Signet Jewelers on Tuesday said that at least 150 stores in North America and 80 stores in the U.K. won't reopen after closing due to the COVID-19 pandemic. By the end of its fiscal year, the retailer will also close "at least an additional 150 stores," according to a company press release. Signet runs about 3,200 stores under the Kay Jewelers, Zales, Jared, H.Samuel, Ernest Jones, Peoples and Piercing Pagoda banners, and the JamesAllen.com website.
The retailer said it's accelerating a shift to an e-commerce focus. Digital sales in the quarter rose 6.7% to $164.7 million. Excluding the temporary closure of a James Allen distribution center, those sales grew 18.2%.
But that did little to mitigate first quarter declines. Total sales fell 40.5% to $852.1 million, as store comps declined 38.9% year over year. Operating loss expanded to $291.1 million, or 34.2% of sales, from $2.6 million, or 0.2% of sales in the year-ago quarter.
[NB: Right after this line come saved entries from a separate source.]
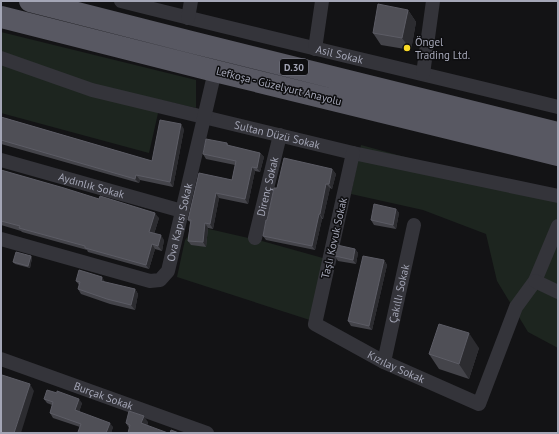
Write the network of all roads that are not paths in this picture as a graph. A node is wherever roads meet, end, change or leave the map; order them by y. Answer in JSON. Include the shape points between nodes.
{"nodes":[{"id":1,"x":30,"y":1,"type":"edge"},
{"id":2,"x":121,"y":1,"type":"edge"},
{"id":3,"x":191,"y":1,"type":"edge"},
{"id":4,"x":322,"y":1,"type":"edge"},
{"id":5,"x":433,"y":1,"type":"edge"},
{"id":6,"x":1,"y":16,"type":"edge"},
{"id":7,"x":188,"y":18,"type":"junction"},
{"id":8,"x":315,"y":49,"type":"junction"},
{"id":9,"x":1,"y":58,"type":"edge"},
{"id":10,"x":215,"y":71,"type":"junction"},
{"id":11,"x":423,"y":74,"type":"junction"},
{"id":12,"x":558,"y":107,"type":"edge"},
{"id":13,"x":205,"y":117,"type":"junction"},
{"id":14,"x":558,"y":133,"type":"edge"},
{"id":15,"x":280,"y":135,"type":"junction"},
{"id":16,"x":353,"y":153,"type":"junction"},
{"id":17,"x":558,"y":155,"type":"edge"},
{"id":18,"x":1,"y":160,"type":"edge"},
{"id":19,"x":558,"y":196,"type":"edge"},
{"id":20,"x":182,"y":211,"type":"junction"},
{"id":21,"x":414,"y":225,"type":"dead end"},
{"id":22,"x":558,"y":226,"type":"edge"},
{"id":23,"x":255,"y":238,"type":"dead end"},
{"id":24,"x":1,"y":239,"type":"edge"},
{"id":25,"x":535,"y":281,"type":"junction"},
{"id":26,"x":558,"y":292,"type":"edge"},
{"id":27,"x":315,"y":324,"type":"joint"},
{"id":28,"x":1,"y":358,"type":"edge"},
{"id":29,"x":384,"y":362,"type":"junction"},
{"id":30,"x":207,"y":433,"type":"edge"}],
"edges":[{"from":1,"to":14,"type":"highway","name":"Lefkoşa - Güzelyurt Anayolu","number":"D.30"},
{"from":2,"to":7,"type":"street","name":"Asil Sokak"},
{"from":3,"to":7,"type":"street"},
{"from":4,"to":8,"type":"street"},
{"from":5,"to":11,"type":"street"},
{"from":6,"to":10,"type":"highway","name":"Lefkoşa - Güzelyurt Anayolu","number":"D.30"},
{"from":7,"to":8,"type":"street","name":"Asil Sokak"},
{"from":8,"to":11,"type":"street","name":"Asil Sokak"},
{"from":9,"to":13,"type":"street","name":"Sultan Düzü Sokak","via":[[92,90]]},
{"from":10,"to":13,"type":"street","name":"Ova Kapısı Sokak"},
{"from":10,"to":17,"type":"highway","name":"Lefkoşa - Güzelyurt Anayolu","number":"D.30"},
{"from":11,"to":12,"type":"street","name":"Asil Sokak"},
{"from":13,"to":15,"type":"street","name":"Sultan Düzü Sokak"},
{"from":13,"to":20,"type":"street","name":"Ova Kapısı Sokak"},
{"from":15,"to":16,"type":"street","name":"Sultan Düzü Sokak"},
{"from":15,"to":23,"type":"street","name":"Direnç Sokak"},
{"from":16,"to":19,"type":"street","name":"Sultan Düzü Sokak"},
{"from":16,"to":27,"type":"street","name":"Taşlı Kovuk Sokak"},
{"from":18,"to":20,"type":"street","name":"Aydınlık Sokak"},
{"from":20,"to":24,"type":"street","name":"Ova Kapısı Sokak","via":[[168,271],[160,280],[150,281]]},
{"from":21,"to":29,"type":"street","name":"Çakıllı Sokak"},
{"from":22,"to":25,"type":"street"},
{"from":25,"to":26,"type":"street"},
{"from":25,"to":29,"type":"street","name":"Kızılay Sokak","via":[[516,307],[480,404]]},
{"from":27,"to":29,"type":"street","name":"Kızılay Sokak"},
{"from":28,"to":30,"type":"street","name":"Burçak Sokak"}]}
Signet closed all of its stores in late March amid restrictions to stop the spread of the COVID-19 outbreak, and began a "staggered store reopening plan" last month, according to its release.
More than 1,100 stores are now open again, and the company called their performance "encouraging with sequential week over week sales performance improvements in open stores." While executives on Tuesday told analysts that the results from store reopenings are exceeding their expectations, they also emphasized their plans to close nearly 400 stores. Stores in North America slated for closure are mostly in B and C malls, CEO Virginia Drosos said during a conference call Tuesday.
The pivot to e-commerce entails improving website performance and capabilities and "building a roster of sales associates that are adept in virtual selling."
The company is staking some of its future performance on cost cuts already envisioned under a previously announced turnaround plan, with some extra savings achieved during the pandemic closures helping it to exceed its original goal of $200 to $225 million in cost savings, per the release. "Additional structural cost savings of more than $100 million have been identified, for the fiscal year, in response to the COVID-19 pandemic," the company said.
In March, the jewelry retailer also moved to shore up its finances. Most store and support center employees were temporarily furloughed and senior executives' cash compensation temporarily. The company also drew down $900 million under its senior secured asset-based revolving credit facility.